Itis not about including or excluding anything as a blanket or universal stroke. It is about understanding what the passages are trying to tell and how that relates to us now…
I , for one, see no benefit in accepting Jewish mythology and legends ad incorporating them into my faith. Of course, that involves identifying them from the rest of the text. I would say that the maxim of
If it looks like a duck and quacks like a duck, it probably is a duck
Wow! I thought I would never get to the end of the dialogue, and when I finally did, began to doubt that anyone would bother to read my response coming so late in the piece. Nevertheless, some thoughts:
Many seem to begin with a belief about the Bible, such as inerrancy or infallibility, and then confront the text. This seems to be back-to-front to me. Rather, confront the Bible as a collection of ancient documents seen through the eyes of a historian and decide on that basis what you believe about the Bible. I have found this far more liberating than approaching the Bible with preconceived assumptions that you are not allowed to question. Many people show little understanding of how these preconceived assumptions arose in the first place. They are simply intimidated into believing that they must approach the Bible in that way.
There are also some mistaken assertions in the dialog above. The Septuagint was not a translation into Greek of the Masoretic Hebrew textual tradition. The Masoretic textual tradition, which involved the addition of Masorah to the consonantal texts, did not reach its final form till the early Middle Ages. The Dead Sea Scrolls reveal that there was a Hebrew textual tradition behind the Masoretic text, now labelled “proto-Masoretic”. The DSS also reveal there was a different Hebrew textual tradition behind the Septuagint, and in fact, there were even more different textual traditions of the Old Testament/Hebrew Bible. One thinks of the “pre-Samaritan” textual family amidst the DSS.

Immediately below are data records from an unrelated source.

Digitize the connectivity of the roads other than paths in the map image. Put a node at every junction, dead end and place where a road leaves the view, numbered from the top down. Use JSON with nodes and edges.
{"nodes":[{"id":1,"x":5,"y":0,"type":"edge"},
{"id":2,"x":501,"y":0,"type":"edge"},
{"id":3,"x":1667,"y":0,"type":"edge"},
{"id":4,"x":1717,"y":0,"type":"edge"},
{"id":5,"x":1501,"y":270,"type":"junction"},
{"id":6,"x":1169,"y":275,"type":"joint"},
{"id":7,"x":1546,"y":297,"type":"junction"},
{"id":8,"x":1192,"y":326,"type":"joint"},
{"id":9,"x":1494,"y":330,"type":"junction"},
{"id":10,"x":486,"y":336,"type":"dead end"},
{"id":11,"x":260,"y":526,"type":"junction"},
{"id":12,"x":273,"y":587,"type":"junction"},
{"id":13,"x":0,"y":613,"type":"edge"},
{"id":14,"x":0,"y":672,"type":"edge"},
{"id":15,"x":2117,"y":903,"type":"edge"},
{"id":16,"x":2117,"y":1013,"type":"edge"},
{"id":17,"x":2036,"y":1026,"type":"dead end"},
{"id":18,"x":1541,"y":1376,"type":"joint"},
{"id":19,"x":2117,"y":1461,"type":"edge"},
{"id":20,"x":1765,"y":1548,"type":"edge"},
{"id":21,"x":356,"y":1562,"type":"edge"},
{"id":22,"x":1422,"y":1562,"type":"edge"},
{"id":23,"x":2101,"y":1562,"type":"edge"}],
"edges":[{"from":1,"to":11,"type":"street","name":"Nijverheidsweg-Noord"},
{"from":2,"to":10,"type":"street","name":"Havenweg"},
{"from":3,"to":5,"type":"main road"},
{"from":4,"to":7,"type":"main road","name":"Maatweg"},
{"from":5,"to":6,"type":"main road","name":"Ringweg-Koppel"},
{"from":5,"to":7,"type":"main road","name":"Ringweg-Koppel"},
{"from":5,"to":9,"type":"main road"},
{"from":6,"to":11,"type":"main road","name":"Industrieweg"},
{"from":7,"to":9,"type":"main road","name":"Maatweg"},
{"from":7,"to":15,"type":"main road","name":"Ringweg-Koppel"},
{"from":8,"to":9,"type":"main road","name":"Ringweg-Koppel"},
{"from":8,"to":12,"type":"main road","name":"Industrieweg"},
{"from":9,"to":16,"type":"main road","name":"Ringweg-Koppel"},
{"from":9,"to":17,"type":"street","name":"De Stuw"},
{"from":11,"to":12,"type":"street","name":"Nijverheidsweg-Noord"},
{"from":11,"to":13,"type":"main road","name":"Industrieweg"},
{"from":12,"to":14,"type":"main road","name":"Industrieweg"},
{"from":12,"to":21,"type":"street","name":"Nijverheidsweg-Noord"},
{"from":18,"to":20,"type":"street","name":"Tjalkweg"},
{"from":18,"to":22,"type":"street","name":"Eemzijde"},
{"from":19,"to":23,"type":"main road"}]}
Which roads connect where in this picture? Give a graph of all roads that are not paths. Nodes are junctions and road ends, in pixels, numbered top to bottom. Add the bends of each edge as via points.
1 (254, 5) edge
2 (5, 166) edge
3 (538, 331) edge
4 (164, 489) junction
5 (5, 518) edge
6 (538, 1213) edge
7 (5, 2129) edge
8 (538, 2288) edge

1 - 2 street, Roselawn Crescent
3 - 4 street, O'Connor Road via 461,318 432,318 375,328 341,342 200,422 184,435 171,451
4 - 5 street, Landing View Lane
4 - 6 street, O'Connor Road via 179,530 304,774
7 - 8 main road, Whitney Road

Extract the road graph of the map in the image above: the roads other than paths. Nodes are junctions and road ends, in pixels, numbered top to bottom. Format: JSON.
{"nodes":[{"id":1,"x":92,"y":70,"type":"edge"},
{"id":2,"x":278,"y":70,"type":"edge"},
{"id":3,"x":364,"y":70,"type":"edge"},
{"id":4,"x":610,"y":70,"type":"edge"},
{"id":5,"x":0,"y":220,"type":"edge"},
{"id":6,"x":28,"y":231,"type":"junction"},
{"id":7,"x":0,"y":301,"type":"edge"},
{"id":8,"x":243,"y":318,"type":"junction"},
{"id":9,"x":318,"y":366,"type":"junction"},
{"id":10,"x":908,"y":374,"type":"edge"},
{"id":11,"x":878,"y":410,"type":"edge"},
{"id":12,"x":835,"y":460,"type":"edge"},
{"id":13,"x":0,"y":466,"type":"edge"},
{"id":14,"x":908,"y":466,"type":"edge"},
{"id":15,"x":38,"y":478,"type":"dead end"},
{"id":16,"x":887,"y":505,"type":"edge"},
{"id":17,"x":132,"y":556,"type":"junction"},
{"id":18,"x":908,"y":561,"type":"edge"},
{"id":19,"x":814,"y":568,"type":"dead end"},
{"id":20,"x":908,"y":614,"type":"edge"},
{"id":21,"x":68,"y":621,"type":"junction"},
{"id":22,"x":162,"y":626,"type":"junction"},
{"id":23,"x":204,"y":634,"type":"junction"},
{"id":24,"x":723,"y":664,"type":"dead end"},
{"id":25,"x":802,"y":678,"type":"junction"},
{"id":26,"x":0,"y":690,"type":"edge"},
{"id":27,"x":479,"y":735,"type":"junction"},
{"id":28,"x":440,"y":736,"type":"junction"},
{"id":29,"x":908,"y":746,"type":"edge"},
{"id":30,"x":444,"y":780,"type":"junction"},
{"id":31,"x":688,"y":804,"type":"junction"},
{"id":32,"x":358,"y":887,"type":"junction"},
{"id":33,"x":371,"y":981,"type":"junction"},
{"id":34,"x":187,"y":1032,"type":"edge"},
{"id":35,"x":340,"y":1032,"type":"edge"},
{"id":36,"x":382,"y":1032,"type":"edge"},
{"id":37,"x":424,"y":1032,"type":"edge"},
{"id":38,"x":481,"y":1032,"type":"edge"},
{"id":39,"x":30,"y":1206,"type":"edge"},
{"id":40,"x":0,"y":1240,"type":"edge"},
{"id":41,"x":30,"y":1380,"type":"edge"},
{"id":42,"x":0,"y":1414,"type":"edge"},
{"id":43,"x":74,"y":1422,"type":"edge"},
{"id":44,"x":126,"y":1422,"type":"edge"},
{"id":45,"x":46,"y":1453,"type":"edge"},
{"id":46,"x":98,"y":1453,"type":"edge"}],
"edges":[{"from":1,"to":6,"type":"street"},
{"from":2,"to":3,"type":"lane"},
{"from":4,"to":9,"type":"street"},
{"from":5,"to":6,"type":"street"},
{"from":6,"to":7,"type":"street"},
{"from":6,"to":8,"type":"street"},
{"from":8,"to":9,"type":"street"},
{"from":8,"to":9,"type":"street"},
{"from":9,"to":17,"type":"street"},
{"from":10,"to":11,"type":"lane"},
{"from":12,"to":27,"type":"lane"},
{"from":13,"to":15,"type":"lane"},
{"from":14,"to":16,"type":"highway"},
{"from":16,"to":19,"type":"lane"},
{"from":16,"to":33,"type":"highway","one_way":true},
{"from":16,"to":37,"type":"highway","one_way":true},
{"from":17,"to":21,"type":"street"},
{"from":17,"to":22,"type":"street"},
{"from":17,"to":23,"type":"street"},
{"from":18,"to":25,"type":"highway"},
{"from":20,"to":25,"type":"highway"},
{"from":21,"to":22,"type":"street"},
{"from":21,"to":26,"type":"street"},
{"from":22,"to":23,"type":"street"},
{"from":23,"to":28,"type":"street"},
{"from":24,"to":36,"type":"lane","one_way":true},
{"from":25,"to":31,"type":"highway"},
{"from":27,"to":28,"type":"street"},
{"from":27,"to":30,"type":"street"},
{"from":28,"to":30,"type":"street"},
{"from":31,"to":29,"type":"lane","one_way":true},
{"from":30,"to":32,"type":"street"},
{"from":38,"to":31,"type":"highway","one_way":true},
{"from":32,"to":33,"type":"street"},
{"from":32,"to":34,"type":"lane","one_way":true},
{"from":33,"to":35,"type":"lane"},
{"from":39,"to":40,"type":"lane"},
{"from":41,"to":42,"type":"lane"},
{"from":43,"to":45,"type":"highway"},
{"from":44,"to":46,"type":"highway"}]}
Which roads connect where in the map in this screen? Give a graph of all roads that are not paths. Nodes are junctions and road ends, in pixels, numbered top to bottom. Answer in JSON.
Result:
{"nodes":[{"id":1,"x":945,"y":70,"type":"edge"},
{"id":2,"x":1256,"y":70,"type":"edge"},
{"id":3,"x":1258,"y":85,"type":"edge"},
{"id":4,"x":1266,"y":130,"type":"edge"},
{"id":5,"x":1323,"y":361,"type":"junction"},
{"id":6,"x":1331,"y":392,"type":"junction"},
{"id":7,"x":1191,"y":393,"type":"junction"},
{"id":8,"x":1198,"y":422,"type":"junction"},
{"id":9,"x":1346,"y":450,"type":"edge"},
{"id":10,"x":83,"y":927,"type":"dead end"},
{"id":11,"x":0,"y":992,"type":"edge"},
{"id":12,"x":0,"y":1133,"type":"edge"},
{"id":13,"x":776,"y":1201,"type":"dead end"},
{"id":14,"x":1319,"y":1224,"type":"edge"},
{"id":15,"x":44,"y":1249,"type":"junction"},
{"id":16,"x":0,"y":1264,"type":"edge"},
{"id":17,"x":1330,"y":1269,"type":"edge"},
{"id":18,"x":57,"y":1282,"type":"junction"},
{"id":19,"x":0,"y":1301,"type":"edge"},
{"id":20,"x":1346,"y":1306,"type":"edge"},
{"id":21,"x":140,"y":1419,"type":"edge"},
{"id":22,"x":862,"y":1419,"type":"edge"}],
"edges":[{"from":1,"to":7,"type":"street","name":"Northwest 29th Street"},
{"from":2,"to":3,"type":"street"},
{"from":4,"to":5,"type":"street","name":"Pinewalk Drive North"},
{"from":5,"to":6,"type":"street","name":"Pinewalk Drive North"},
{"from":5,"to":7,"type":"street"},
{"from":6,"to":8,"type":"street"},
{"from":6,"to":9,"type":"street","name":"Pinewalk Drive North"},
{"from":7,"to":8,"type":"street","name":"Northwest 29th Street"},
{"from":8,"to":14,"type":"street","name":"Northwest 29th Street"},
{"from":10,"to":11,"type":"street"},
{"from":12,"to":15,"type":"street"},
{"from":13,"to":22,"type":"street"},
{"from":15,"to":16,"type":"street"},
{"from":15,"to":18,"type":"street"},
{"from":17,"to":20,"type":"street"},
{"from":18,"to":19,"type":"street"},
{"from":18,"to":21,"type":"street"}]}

Many scholars believe that the Old Testament/Hebrew Bible reached its final form in the Persian and Hellenistic periods after the return from the Exile. However, it does not appear that these edited scriptures spoke with one voice. Sometimes the text appears to have resulted from a laying down side-by-side of competing textual material and from this one can determine the different social groups of Yahweh worshippers who collaborated to produce the final material.
If the above is accurate, one can see how approaching the Bible with predetermined assumptions about the way in which God speaks to us through the Bible can lead to an incorrect understanding of how the Bible should be interpreted. Rather than seeking to harmonise everything in the Bible, one can approach it as something in which competing views are held in tension.
This also applies to the New Testament as we discover, for example, Matthew’s Jesus versus Luke’s Jesus.
No you didn’t you justified yourself. That is not the same thing.
And my accusation still stands. You are trying to justify God’s actions or the interpretation of His commands. That is neither your place or mine.
You answered the wrong why. I was talking about the details that you insist upon.
Your blanket accusations are based on the "all or nothing " principle.
We have been here before, many times.
Furthermore, you pick and choose how you interpret Scripture as much if not more than I do, but you claim “learning”. or “study” as your guide. I claim the Holy Spirit who trumps any human understanding.